**Activity**:
How many lines of the listing below contain the word "Александрова"? Reply with that number alone.
^^^^
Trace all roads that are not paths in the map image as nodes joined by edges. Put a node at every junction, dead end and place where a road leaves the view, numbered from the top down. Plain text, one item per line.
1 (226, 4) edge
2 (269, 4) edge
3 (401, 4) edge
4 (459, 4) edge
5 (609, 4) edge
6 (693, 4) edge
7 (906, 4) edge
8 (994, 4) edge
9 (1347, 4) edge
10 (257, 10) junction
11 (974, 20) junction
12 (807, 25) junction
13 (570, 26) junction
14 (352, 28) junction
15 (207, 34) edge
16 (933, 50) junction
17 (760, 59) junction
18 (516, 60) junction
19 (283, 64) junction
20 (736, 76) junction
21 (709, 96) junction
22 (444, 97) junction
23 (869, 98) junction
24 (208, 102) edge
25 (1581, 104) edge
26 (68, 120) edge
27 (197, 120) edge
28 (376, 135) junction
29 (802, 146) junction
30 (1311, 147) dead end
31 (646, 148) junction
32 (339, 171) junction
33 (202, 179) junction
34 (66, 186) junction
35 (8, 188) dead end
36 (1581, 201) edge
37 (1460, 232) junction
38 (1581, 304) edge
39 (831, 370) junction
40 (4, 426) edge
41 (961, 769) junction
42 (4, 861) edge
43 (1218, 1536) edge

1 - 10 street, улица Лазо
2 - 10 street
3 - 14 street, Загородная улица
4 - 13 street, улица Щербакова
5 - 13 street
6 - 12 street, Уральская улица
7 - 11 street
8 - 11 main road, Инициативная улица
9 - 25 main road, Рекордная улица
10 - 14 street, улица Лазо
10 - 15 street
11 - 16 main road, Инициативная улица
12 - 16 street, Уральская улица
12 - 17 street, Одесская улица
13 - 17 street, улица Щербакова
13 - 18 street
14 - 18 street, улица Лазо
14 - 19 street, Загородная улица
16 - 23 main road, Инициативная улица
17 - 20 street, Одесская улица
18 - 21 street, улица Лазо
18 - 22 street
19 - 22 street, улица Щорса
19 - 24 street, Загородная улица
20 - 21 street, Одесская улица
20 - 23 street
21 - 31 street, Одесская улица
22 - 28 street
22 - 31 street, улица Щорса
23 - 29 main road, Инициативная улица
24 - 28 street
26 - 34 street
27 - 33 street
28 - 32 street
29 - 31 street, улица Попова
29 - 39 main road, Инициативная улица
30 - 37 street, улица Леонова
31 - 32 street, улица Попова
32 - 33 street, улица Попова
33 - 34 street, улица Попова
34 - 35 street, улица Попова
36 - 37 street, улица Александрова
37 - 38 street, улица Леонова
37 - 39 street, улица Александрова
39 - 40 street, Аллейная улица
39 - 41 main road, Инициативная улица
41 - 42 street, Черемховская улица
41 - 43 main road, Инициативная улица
^^^^
**The answer**:
2